The conventional VSRAM has the above described structure. Thus, if a normal access request and a refresh request conflict, the other operation must be delayed until memory cells are released from one operation. Particularly, if a normal access operation is required during a refresh operation, the normal access operation enters the waiting state, so that the access time is longer by the refresh time period. The refresh time period is the sum of the time period required for raising the potentials on the word lines by the row decoder 3 and the time period required for amplification by the sense amplifiers.
On the other hand, if and when the above described conflict does not occur, the access time is relatively shorter. Thus, the access time is substantially changed depending on the presence or absence of conflict, so that the access time can not be made uniform.
A technique is considered in which a refresh operation is performed until a decoding operation for the next normal access is started after data is transferred to the buffer register 5. However, in this case, the time period for the refresh operation must be ensured in advance from one normal access to the next normal access. Consequently, viewed from the exterior of the VSRAM, it means that the access time in the normal access becomes substantially longer. Accordingly, the cycle time is longer as a whole. Meanwhile, in a semiconductor memory device other than the semiconductor memory device of a self-refresh type, an approach of adjusting timing outside the semiconductor memory device is taken. However, in the self-refresh type semiconductor memory device, such an approach can not be taken.

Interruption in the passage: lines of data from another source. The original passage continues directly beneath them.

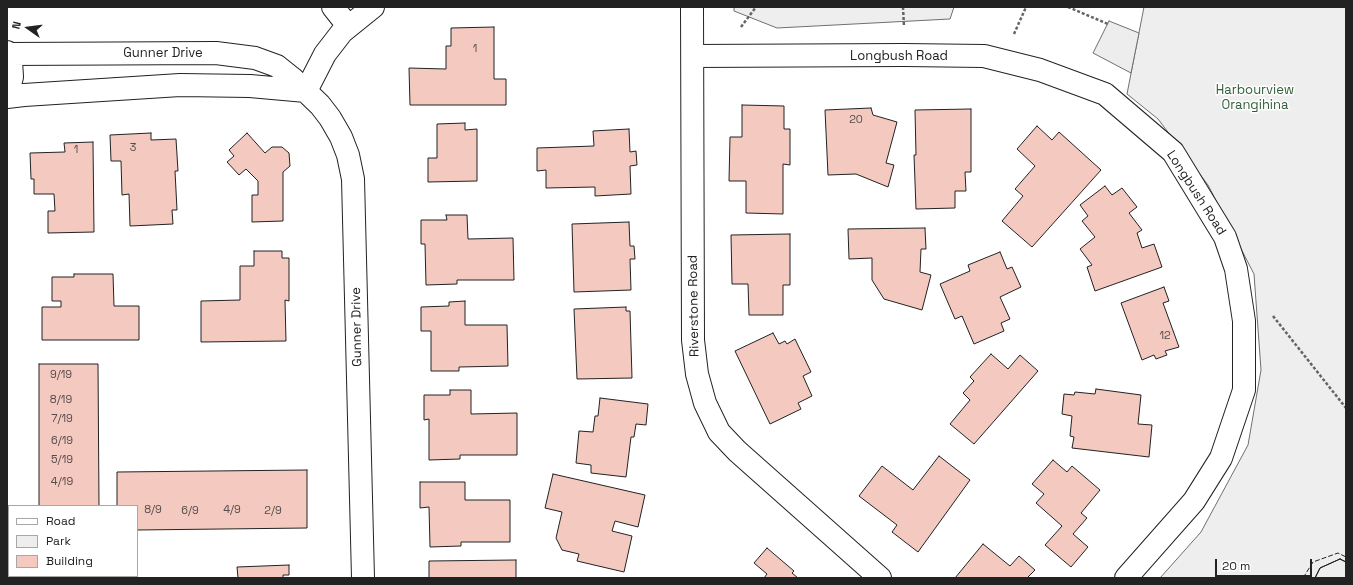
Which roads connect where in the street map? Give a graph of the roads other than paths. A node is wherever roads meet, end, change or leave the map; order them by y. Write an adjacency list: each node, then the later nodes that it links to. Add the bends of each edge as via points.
1 (333, 7): 4 (street)
2 (373, 7): 4 (street)
3 (692, 7): 6 (street, Riverstone Road)
4 (348, 26): 7 (street, via 327,51)
5 (8, 53): 7 (street, Gunner Drive, via 216,53 255,58 276,66); 8 (street, via 12,77)
6 (693, 56): 10 (street, Riverstone Road, via 693,340 697,374 706,402 719,432 737,451); 11 (street, Longbush Road, via 984,56 1040,70 1105,94 1173,152 1225,237 1236,269 1244,321 1244,390 1221,458 1198,495)
7 (306, 91): 8 (street, via 250,86 180,85); 9 (street, Gunner Drive, via 330,118 341,137 354,179)
8 (7, 97)
9 (363, 578)
10 (880, 578)
11 (1126, 578)

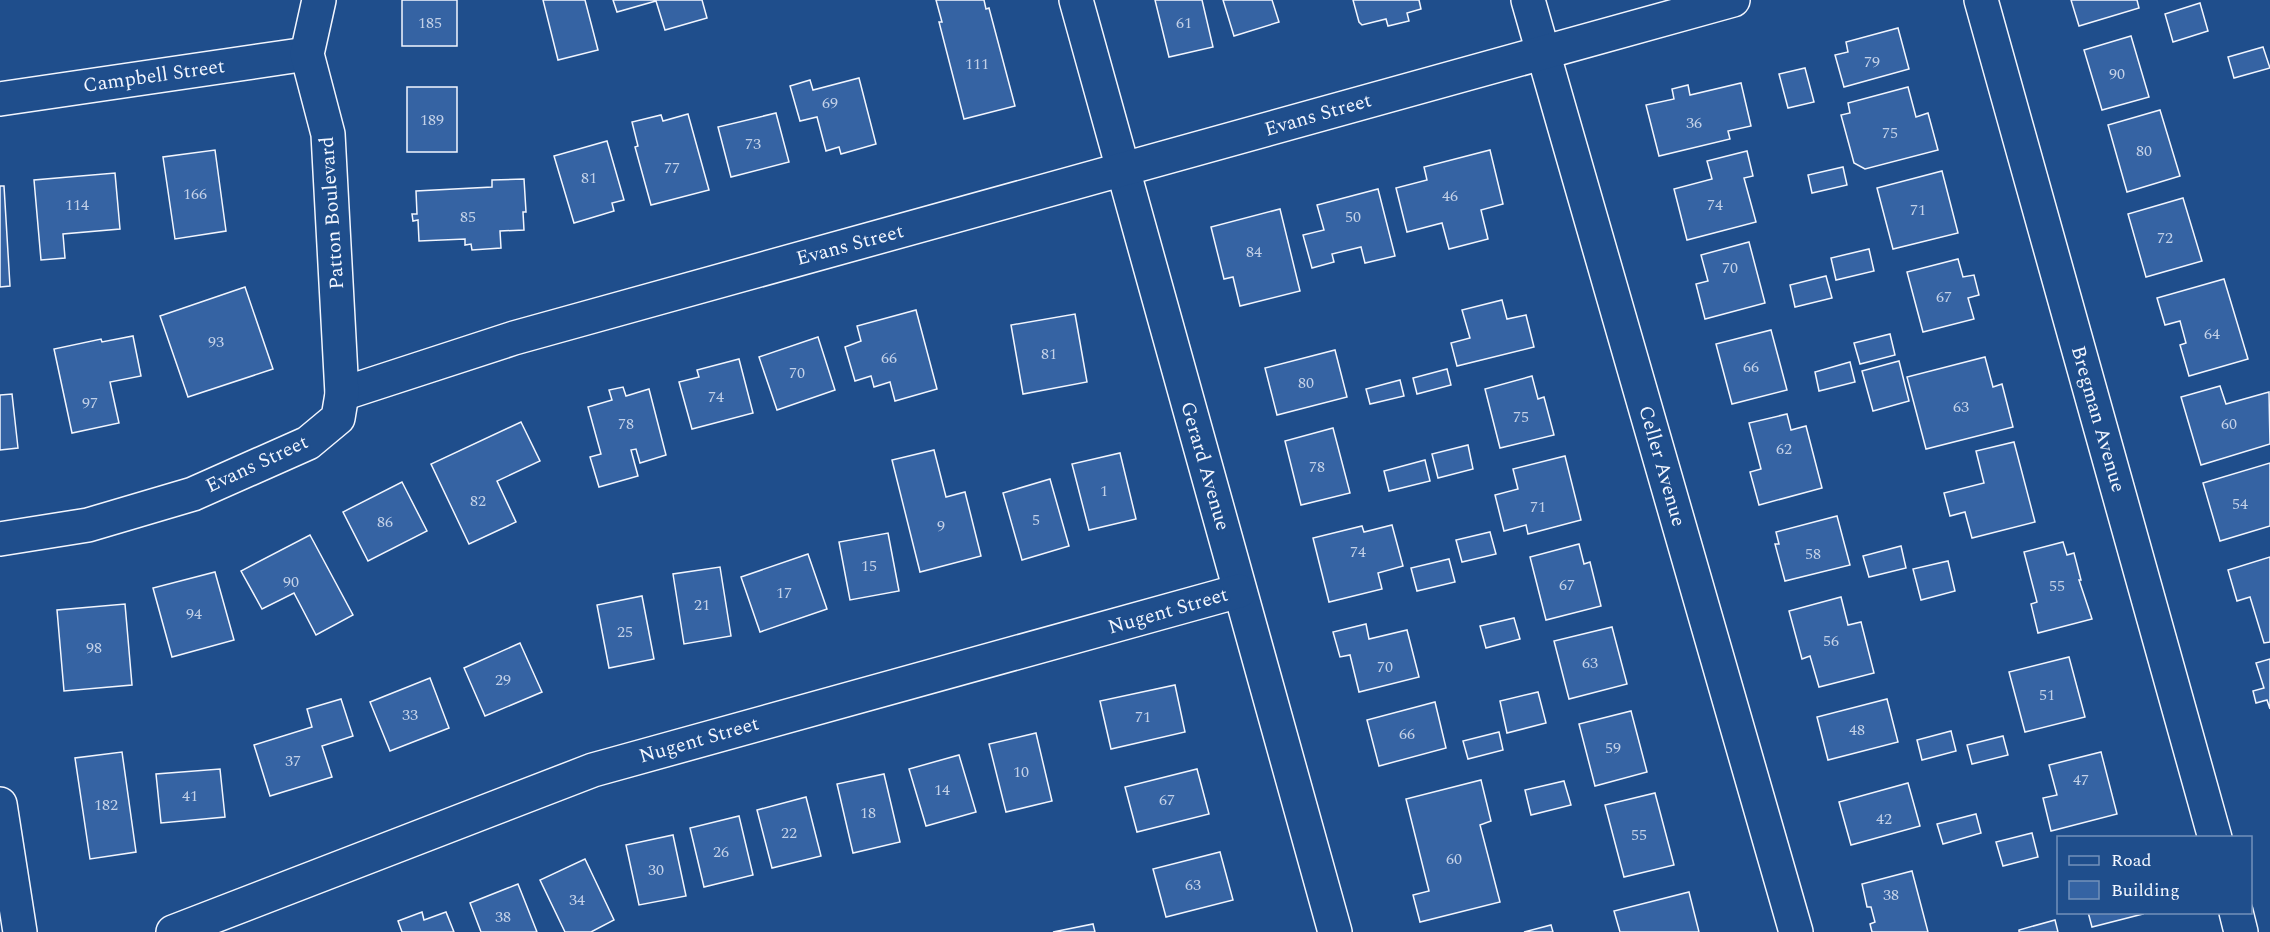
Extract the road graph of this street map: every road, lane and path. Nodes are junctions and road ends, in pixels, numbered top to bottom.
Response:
1 (319, 0) edge
2 (1076, 0) edge
3 (1528, 0) edge
4 (1733, 0) edge
5 (1981, 0) edge
6 (1543, 53) junction
7 (307, 54) junction
8 (0, 99) edge
9 (1122, 170) junction
10 (342, 394) junction
11 (0, 539) edge
12 (1239, 591) junction
13 (0, 804) edge
14 (2215, 836) edge
15 (2236, 914) edge
16 (20, 932) edge
17 (173, 932) edge
18 (1335, 932) edge
19 (1796, 932) edge
20 (2241, 932) edge

1 - 7 street, Patton Boulevard
2 - 9 street, Gerard Avenue
3 - 6 street, Celler Avenue
4 - 6 street, Evans Street
5 - 14 street, Bregman Avenue
6 - 9 street, Evans Street
6 - 19 street, Celler Avenue
7 - 8 street, Campbell Street
7 - 10 street, Patton Boulevard
9 - 10 street, Evans Street
9 - 12 street, Gerard Avenue
10 - 11 street, Evans Street
12 - 17 street, Nugent Street
12 - 18 street, Gerard Avenue
13 - 16 street
15 - 20 street

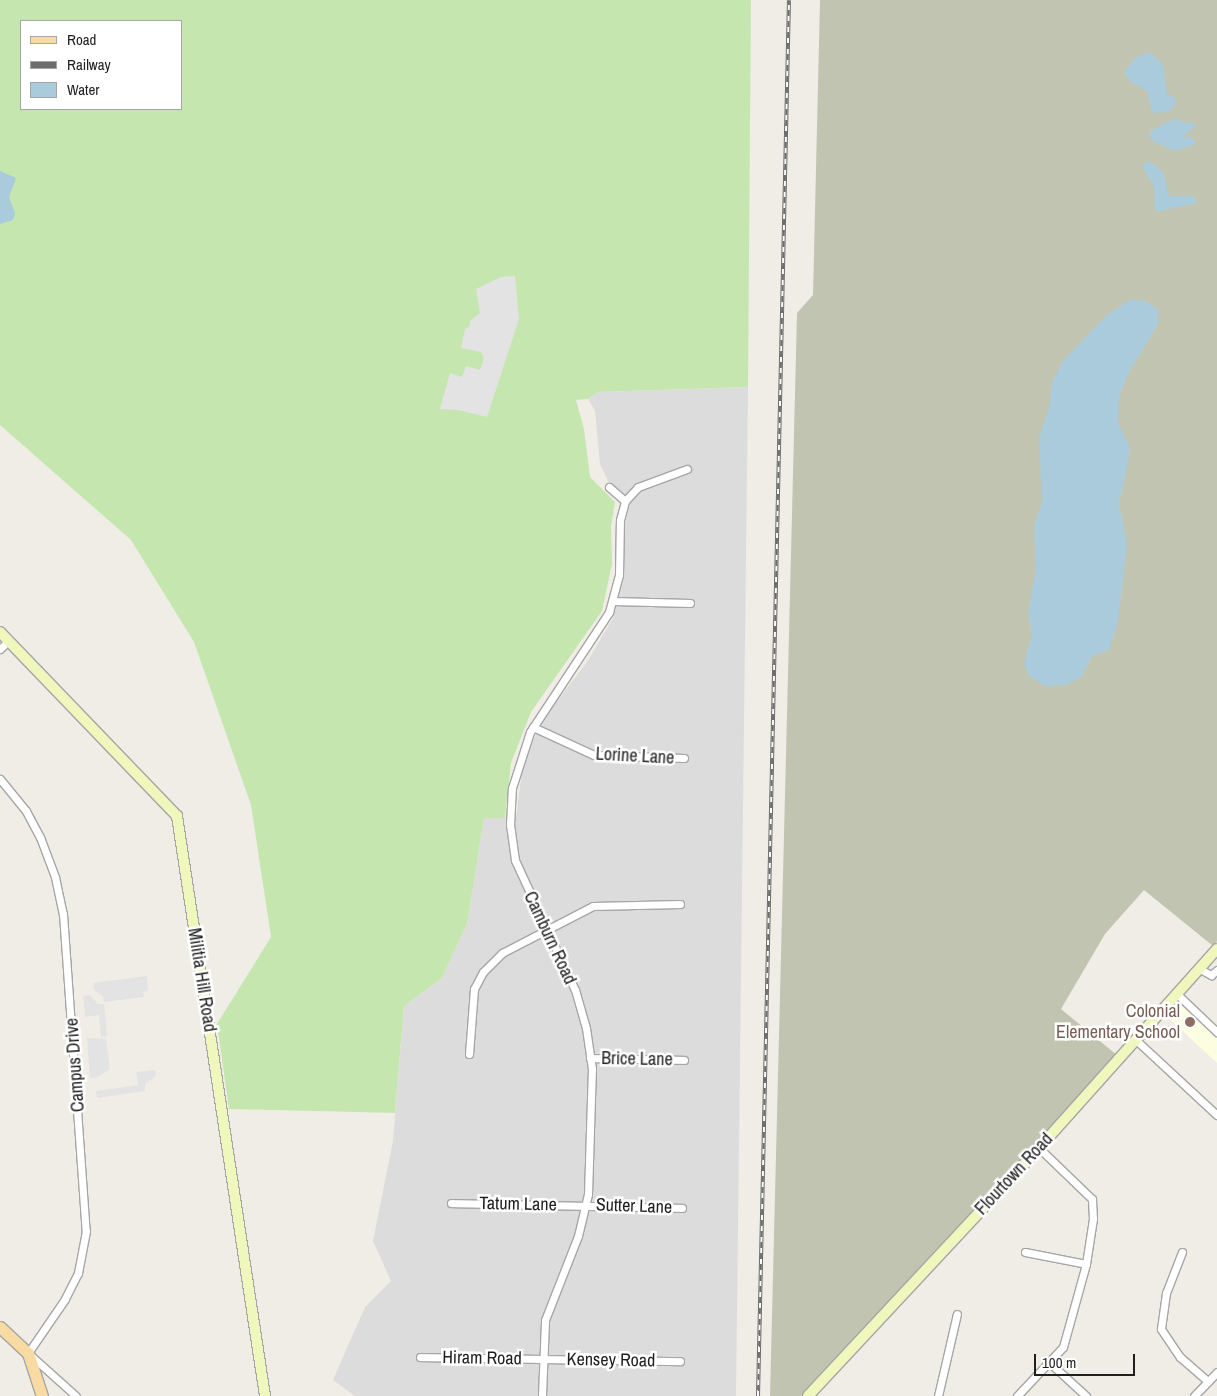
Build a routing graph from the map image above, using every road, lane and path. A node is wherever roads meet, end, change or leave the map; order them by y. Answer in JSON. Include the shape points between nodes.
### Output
{"nodes":[{"id":1,"x":687,"y":469,"type":"dead end"},
{"id":2,"x":609,"y":488,"type":"dead end"},
{"id":3,"x":625,"y":501,"type":"junction"},
{"id":4,"x":613,"y":601,"type":"junction"},
{"id":5,"x":690,"y":603,"type":"dead end"},
{"id":6,"x":0,"y":632,"type":"edge"},
{"id":7,"x":8,"y":641,"type":"junction"},
{"id":8,"x":0,"y":649,"type":"edge"},
{"id":9,"x":533,"y":727,"type":"junction"},
{"id":10,"x":684,"y":758,"type":"dead end"},
{"id":11,"x":0,"y":779,"type":"edge"},
{"id":12,"x":680,"y":904,"type":"dead end"},
{"id":13,"x":547,"y":929,"type":"junction"},
{"id":14,"x":1217,"y":948,"type":"edge"},
{"id":15,"x":1200,"y":969,"type":"junction"},
{"id":16,"x":1217,"y":970,"type":"edge"},
{"id":17,"x":1178,"y":995,"type":"junction"},
{"id":18,"x":1217,"y":1032,"type":"edge"},
{"id":19,"x":1137,"y":1041,"type":"junction"},
{"id":20,"x":469,"y":1054,"type":"dead end"},
{"id":21,"x":590,"y":1058,"type":"junction"},
{"id":22,"x":684,"y":1060,"type":"dead end"},
{"id":23,"x":1217,"y":1115,"type":"edge"},
{"id":24,"x":1039,"y":1148,"type":"junction"},
{"id":25,"x":451,"y":1203,"type":"dead end"},
{"id":26,"x":586,"y":1205,"type":"junction"},
{"id":27,"x":682,"y":1208,"type":"dead end"},
{"id":28,"x":1024,"y":1252,"type":"dead end"},
{"id":29,"x":1182,"y":1252,"type":"dead end"},
{"id":30,"x":1086,"y":1264,"type":"junction"},
{"id":31,"x":957,"y":1314,"type":"dead end"},
{"id":32,"x":0,"y":1327,"type":"edge"},
{"id":33,"x":28,"y":1353,"type":"junction"},
{"id":34,"x":420,"y":1356,"type":"dead end"},
{"id":35,"x":543,"y":1359,"type":"junction"},
{"id":36,"x":680,"y":1361,"type":"dead end"},
{"id":37,"x":1050,"y":1363,"type":"junction"},
{"id":38,"x":1217,"y":1372,"type":"edge"},
{"id":39,"x":1208,"y":1381,"type":"junction"},
{"id":40,"x":42,"y":1396,"type":"edge"},
{"id":41,"x":76,"y":1396,"type":"edge"},
{"id":42,"x":265,"y":1396,"type":"edge"},
{"id":43,"x":542,"y":1396,"type":"edge"},
{"id":44,"x":808,"y":1396,"type":"edge"},
{"id":45,"x":938,"y":1396,"type":"edge"},
{"id":46,"x":1017,"y":1396,"type":"edge"},
{"id":47,"x":1086,"y":1396,"type":"edge"},
{"id":48,"x":1194,"y":1396,"type":"edge"}],
"edges":[{"from":1,"to":3,"type":"street","via":[[638,487]]},
{"from":2,"to":3,"type":"street"},
{"from":3,"to":4,"type":"street","name":"Camburn Road","via":[[620,520],[619,575]]},
{"from":4,"to":5,"type":"street"},
{"from":4,"to":9,"type":"street","name":"Camburn Road","via":[[596,636]]},
{"from":6,"to":7,"type":"street","name":"Militia Hill Road"},
{"from":7,"to":8,"type":"street"},
{"from":7,"to":42,"type":"street","name":"Militia Hill Road","via":[[177,816]]},
{"from":9,"to":10,"type":"street","name":"Lorine Lane","via":[[594,756]]},
{"from":9,"to":13,"type":"street","name":"Camburn Road","via":[[524,744],[512,788],[510,825],[519,872]]},
{"from":11,"to":33,"type":"street","name":"Campus Drive","via":[[21,804],[40,837],[60,898],[87,1214],[78,1273],[65,1299]]},
{"from":12,"to":13,"type":"street","via":[[592,906]]},
{"from":13,"to":20,"type":"street","via":[[502,953],[483,972],[473,996]]},
{"from":13,"to":21,"type":"street","name":"Camburn Road","via":[[575,990]]},
{"from":14,"to":15,"type":"street","name":"Flourtown Road"},
{"from":15,"to":16,"type":"street","via":[[1211,975]]},
{"from":15,"to":17,"type":"street","name":"Flourtown Road"},
{"from":17,"to":18,"type":"street"},
{"from":17,"to":19,"type":"street","name":"Flourtown Road"},
{"from":19,"to":23,"type":"street"},
{"from":19,"to":24,"type":"street","name":"Flourtown Road"},
{"from":21,"to":22,"type":"street","name":"Brice Lane"},
{"from":21,"to":26,"type":"street","name":"Camburn Road","via":[[592,1129]]},
{"from":24,"to":30,"type":"street","via":[[1092,1199],[1093,1219]]},
{"from":24,"to":44,"type":"street","name":"Flourtown Road"},
{"from":25,"to":26,"type":"street","name":"Tatum Lane"},
{"from":26,"to":27,"type":"street","name":"Sutter Lane"},
{"from":26,"to":35,"type":"street","name":"Camburn Road","via":[[578,1236],[545,1320]]},
{"from":28,"to":30,"type":"street"},
{"from":29,"to":39,"type":"street","via":[[1166,1293],[1161,1329],[1180,1357]]},
{"from":30,"to":37,"type":"street","via":[[1063,1347]]},
{"from":31,"to":45,"type":"street"},
{"from":32,"to":33,"type":"main road"},
{"from":33,"to":40,"type":"main road"},
{"from":33,"to":41,"type":"street"},
{"from":34,"to":35,"type":"street","name":"Hiram Road"},
{"from":35,"to":36,"type":"street","name":"Kensey Road"},
{"from":35,"to":43,"type":"street","name":"Camburn Road"},
{"from":37,"to":46,"type":"street"},
{"from":37,"to":47,"type":"street"},
{"from":38,"to":39,"type":"street"},
{"from":39,"to":48,"type":"street"}]}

Thus, in the conventional self-refresh type semiconductor memory device, since the access time becomes longer when a normal access operation and a refresh operation conflict, the access time becomes nonuniform. In order to avoid the nonuniformity, the access time becomes longer when conflict does not occur. Consequently, high speed access by reducing the access time in the normal access and thus, the cycle time uniformly, can not be achieved.